▶ _ACTIVITY_
Below are records that must be duplicated exactly.

Items from a dataset
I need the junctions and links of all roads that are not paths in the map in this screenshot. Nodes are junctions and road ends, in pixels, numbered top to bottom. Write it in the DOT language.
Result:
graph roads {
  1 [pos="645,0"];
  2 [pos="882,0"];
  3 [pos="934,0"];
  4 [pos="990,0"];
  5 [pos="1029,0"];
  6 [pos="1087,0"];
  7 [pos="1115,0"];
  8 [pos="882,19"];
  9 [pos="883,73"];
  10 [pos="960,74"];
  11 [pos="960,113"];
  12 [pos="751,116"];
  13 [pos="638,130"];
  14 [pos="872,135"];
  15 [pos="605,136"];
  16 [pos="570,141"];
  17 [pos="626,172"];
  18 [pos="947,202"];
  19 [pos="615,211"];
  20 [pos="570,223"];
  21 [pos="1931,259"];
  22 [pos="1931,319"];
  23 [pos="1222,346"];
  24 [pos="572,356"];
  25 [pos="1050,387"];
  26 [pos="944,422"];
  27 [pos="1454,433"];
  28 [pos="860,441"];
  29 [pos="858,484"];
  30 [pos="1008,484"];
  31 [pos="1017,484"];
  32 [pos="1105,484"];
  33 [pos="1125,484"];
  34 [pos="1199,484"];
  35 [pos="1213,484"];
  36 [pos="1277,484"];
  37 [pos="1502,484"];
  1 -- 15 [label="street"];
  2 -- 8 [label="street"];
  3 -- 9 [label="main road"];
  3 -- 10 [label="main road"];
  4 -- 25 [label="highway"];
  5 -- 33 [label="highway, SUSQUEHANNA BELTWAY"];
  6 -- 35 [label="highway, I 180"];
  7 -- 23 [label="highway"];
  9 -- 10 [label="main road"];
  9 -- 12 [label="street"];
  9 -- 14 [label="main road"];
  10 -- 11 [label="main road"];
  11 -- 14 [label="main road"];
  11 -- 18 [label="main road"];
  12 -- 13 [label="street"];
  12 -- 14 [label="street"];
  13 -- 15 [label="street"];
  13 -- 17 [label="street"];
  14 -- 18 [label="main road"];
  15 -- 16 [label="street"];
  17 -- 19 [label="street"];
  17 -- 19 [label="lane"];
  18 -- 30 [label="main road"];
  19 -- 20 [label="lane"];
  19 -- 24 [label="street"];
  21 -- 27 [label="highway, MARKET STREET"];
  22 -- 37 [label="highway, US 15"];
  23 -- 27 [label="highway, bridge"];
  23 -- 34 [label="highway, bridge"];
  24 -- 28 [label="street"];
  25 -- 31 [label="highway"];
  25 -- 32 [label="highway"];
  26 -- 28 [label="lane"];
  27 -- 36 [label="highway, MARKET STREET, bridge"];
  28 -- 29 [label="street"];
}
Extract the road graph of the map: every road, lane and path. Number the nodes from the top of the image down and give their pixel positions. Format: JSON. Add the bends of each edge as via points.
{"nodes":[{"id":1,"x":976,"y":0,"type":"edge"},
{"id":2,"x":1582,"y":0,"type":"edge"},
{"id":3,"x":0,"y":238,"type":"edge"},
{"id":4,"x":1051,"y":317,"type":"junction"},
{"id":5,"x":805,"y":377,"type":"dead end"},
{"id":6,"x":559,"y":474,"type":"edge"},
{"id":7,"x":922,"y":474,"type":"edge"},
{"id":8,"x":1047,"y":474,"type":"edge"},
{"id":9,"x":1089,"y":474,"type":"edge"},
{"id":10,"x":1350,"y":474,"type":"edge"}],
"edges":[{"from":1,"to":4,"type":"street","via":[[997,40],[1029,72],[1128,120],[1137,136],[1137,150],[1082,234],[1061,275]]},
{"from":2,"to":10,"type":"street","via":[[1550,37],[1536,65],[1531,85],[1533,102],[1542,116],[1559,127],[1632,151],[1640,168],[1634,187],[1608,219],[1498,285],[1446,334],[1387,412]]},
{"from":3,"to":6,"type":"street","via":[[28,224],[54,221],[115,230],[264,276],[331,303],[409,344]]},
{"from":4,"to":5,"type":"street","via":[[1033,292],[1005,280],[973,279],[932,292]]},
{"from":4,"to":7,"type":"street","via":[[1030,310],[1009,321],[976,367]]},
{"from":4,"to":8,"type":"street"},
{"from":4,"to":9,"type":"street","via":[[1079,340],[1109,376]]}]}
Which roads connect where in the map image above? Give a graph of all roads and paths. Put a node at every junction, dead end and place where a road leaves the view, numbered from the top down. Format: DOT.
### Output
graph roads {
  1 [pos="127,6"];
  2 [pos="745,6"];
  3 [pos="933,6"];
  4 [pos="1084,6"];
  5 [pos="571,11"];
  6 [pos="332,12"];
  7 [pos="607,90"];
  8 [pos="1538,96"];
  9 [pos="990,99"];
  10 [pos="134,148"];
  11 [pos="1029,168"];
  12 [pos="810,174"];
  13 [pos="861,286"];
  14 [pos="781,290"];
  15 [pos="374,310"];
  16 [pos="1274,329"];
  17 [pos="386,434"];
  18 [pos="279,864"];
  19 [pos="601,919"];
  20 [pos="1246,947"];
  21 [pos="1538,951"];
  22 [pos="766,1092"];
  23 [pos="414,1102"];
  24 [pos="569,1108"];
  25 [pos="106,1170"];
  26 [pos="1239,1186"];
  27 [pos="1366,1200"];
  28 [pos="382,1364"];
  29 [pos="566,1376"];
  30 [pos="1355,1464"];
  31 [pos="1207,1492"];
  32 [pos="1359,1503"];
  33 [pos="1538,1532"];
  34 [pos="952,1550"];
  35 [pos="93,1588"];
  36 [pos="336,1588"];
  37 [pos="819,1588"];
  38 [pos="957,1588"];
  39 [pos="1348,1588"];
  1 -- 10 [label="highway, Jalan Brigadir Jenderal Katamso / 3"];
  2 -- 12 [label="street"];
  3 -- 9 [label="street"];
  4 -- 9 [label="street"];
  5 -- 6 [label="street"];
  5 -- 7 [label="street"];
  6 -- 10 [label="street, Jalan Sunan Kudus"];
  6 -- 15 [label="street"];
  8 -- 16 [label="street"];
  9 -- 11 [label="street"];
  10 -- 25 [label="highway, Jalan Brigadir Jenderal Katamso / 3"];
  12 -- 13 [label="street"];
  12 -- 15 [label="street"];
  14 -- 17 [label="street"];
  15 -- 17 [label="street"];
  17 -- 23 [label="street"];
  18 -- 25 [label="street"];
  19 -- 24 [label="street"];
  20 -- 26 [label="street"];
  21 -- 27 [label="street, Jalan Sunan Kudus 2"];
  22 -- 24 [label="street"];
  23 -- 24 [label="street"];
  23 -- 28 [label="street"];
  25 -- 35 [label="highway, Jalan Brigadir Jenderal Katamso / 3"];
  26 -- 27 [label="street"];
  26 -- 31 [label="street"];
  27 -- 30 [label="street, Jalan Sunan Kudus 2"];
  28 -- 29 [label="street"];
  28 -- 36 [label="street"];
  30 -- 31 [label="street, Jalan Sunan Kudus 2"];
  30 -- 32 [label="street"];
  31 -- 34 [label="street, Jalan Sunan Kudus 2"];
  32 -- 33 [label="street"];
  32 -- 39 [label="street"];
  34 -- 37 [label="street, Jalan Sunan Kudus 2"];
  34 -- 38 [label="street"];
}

▶ _ANSWER FOR THIS EXERCISE_
I need the junctions and links of all roads that are not paths in the map in this screenshot. Nodes are junctions and road ends, in pixels, numbered top to bottom. Write it in the DOT language.
Result:
graph roads {
  1 [pos="645,0"];
  2 [pos="882,0"];
  3 [pos="934,0"];
  4 [pos="990,0"];
  5 [pos="1029,0"];
  6 [pos="1087,0"];
  7 [pos="1115,0"];
  8 [pos="882,19"];
  9 [pos="883,73"];
  10 [pos="960,74"];
  11 [pos="960,113"];
  12 [pos="751,116"];
  13 [pos="638,130"];
  14 [pos="872,135"];
  15 [pos="605,136"];
  16 [pos="570,141"];
  17 [pos="626,172"];
  18 [pos="947,202"];
  19 [pos="615,211"];
  20 [pos="570,223"];
  21 [pos="1931,259"];
  22 [pos="1931,319"];
  23 [pos="1222,346"];
  24 [pos="572,356"];
  25 [pos="1050,387"];
  26 [pos="944,422"];
  27 [pos="1454,433"];
  28 [pos="860,441"];
  29 [pos="858,484"];
  30 [pos="1008,484"];
  31 [pos="1017,484"];
  32 [pos="1105,484"];
  33 [pos="1125,484"];
  34 [pos="1199,484"];
  35 [pos="1213,484"];
  36 [pos="1277,484"];
  37 [pos="1502,484"];
  1 -- 15 [label="street"];
  2 -- 8 [label="street"];
  3 -- 9 [label="main road"];
  3 -- 10 [label="main road"];
  4 -- 25 [label="highway"];
  5 -- 33 [label="highway, SUSQUEHANNA BELTWAY"];
  6 -- 35 [label="highway, I 180"];
  7 -- 23 [label="highway"];
  9 -- 10 [label="main road"];
  9 -- 12 [label="street"];
  9 -- 14 [label="main road"];
  10 -- 11 [label="main road"];
  11 -- 14 [label="main road"];
  11 -- 18 [label="main road"];
  12 -- 13 [label="street"];
  12 -- 14 [label="street"];
  13 -- 15 [label="street"];
  13 -- 17 [label="street"];
  14 -- 18 [label="main road"];
  15 -- 16 [label="street"];
  17 -- 19 [label="street"];
  17 -- 19 [label="lane"];
  18 -- 30 [label="main road"];
  19 -- 20 [label="lane"];
  19 -- 24 [label="street"];
  21 -- 27 [label="highway, MARKET STREET"];
  22 -- 37 [label="highway, US 15"];
  23 -- 27 [label="highway, bridge"];
  23 -- 34 [label="highway, bridge"];
  24 -- 28 [label="street"];
  25 -- 31 [label="highway"];
  25 -- 32 [label="highway"];
  26 -- 28 [label="lane"];
  27 -- 36 [label="highway, MARKET STREET, bridge"];
  28 -- 29 [label="street"];
}
Extract the road graph of the map: every road, lane and path. Number the nodes from the top of the image down and give their pixel positions. Format: JSON. Add the bends of each edge as via points.
{"nodes":[{"id":1,"x":976,"y":0,"type":"edge"},
{"id":2,"x":1582,"y":0,"type":"edge"},
{"id":3,"x":0,"y":238,"type":"edge"},
{"id":4,"x":1051,"y":317,"type":"junction"},
{"id":5,"x":805,"y":377,"type":"dead end"},
{"id":6,"x":559,"y":474,"type":"edge"},
{"id":7,"x":922,"y":474,"type":"edge"},
{"id":8,"x":1047,"y":474,"type":"edge"},
{"id":9,"x":1089,"y":474,"type":"edge"},
{"id":10,"x":1350,"y":474,"type":"edge"}],
"edges":[{"from":1,"to":4,"type":"street","via":[[997,40],[1029,72],[1128,120],[1137,136],[1137,150],[1082,234],[1061,275]]},
{"from":2,"to":10,"type":"street","via":[[1550,37],[1536,65],[1531,85],[1533,102],[1542,116],[1559,127],[1632,151],[1640,168],[1634,187],[1608,219],[1498,285],[1446,334],[1387,412]]},
{"from":3,"to":6,"type":"street","via":[[28,224],[54,221],[115,230],[264,276],[331,303],[409,344]]},
{"from":4,"to":5,"type":"street","via":[[1033,292],[1005,280],[973,279],[932,292]]},
{"from":4,"to":7,"type":"street","via":[[1030,310],[1009,321],[976,367]]},
{"from":4,"to":8,"type":"street"},
{"from":4,"to":9,"type":"street","via":[[1079,340],[1109,376]]}]}
Which roads connect where in the map image above? Give a graph of all roads and paths. Put a node at every junction, dead end and place where a road leaves the view, numbered from the top down. Format: DOT.
### Output
graph roads {
  1 [pos="127,6"];
  2 [pos="745,6"];
  3 [pos="933,6"];
  4 [pos="1084,6"];
  5 [pos="571,11"];
  6 [pos="332,12"];
  7 [pos="607,90"];
  8 [pos="1538,96"];
  9 [pos="990,99"];
  10 [pos="134,148"];
  11 [pos="1029,168"];
  12 [pos="810,174"];
  13 [pos="861,286"];
  14 [pos="781,290"];
  15 [pos="374,310"];
  16 [pos="1274,329"];
  17 [pos="386,434"];
  18 [pos="279,864"];
  19 [pos="601,919"];
  20 [pos="1246,947"];
  21 [pos="1538,951"];
  22 [pos="766,1092"];
  23 [pos="414,1102"];
  24 [pos="569,1108"];
  25 [pos="106,1170"];
  26 [pos="1239,1186"];
  27 [pos="1366,1200"];
  28 [pos="382,1364"];
  29 [pos="566,1376"];
  30 [pos="1355,1464"];
  31 [pos="1207,1492"];
  32 [pos="1359,1503"];
  33 [pos="1538,1532"];
  34 [pos="952,1550"];
  35 [pos="93,1588"];
  36 [pos="336,1588"];
  37 [pos="819,1588"];
  38 [pos="957,1588"];
  39 [pos="1348,1588"];
  1 -- 10 [label="highway, Jalan Brigadir Jenderal Katamso / 3"];
  2 -- 12 [label="street"];
  3 -- 9 [label="street"];
  4 -- 9 [label="street"];
  5 -- 6 [label="street"];
  5 -- 7 [label="street"];
  6 -- 10 [label="street, Jalan Sunan Kudus"];
  6 -- 15 [label="street"];
  8 -- 16 [label="street"];
  9 -- 11 [label="street"];
  10 -- 25 [label="highway, Jalan Brigadir Jenderal Katamso / 3"];
  12 -- 13 [label="street"];
  12 -- 15 [label="street"];
  14 -- 17 [label="street"];
  15 -- 17 [label="street"];
  17 -- 23 [label="street"];
  18 -- 25 [label="street"];
  19 -- 24 [label="street"];
  20 -- 26 [label="street"];
  21 -- 27 [label="street, Jalan Sunan Kudus 2"];
  22 -- 24 [label="street"];
  23 -- 24 [label="street"];
  23 -- 28 [label="street"];
  25 -- 35 [label="highway, Jalan Brigadir Jenderal Katamso / 3"];
  26 -- 27 [label="street"];
  26 -- 31 [label="street"];
  27 -- 30 [label="street, Jalan Sunan Kudus 2"];
  28 -- 29 [label="street"];
  28 -- 36 [label="street"];
  30 -- 31 [label="street, Jalan Sunan Kudus 2"];
  30 -- 32 [label="street"];
  31 -- 34 [label="street, Jalan Sunan Kudus 2"];
  32 -- 33 [label="street"];
  32 -- 39 [label="street"];
  34 -- 37 [label="street, Jalan Sunan Kudus 2"];
  34 -- 38 [label="street"];
}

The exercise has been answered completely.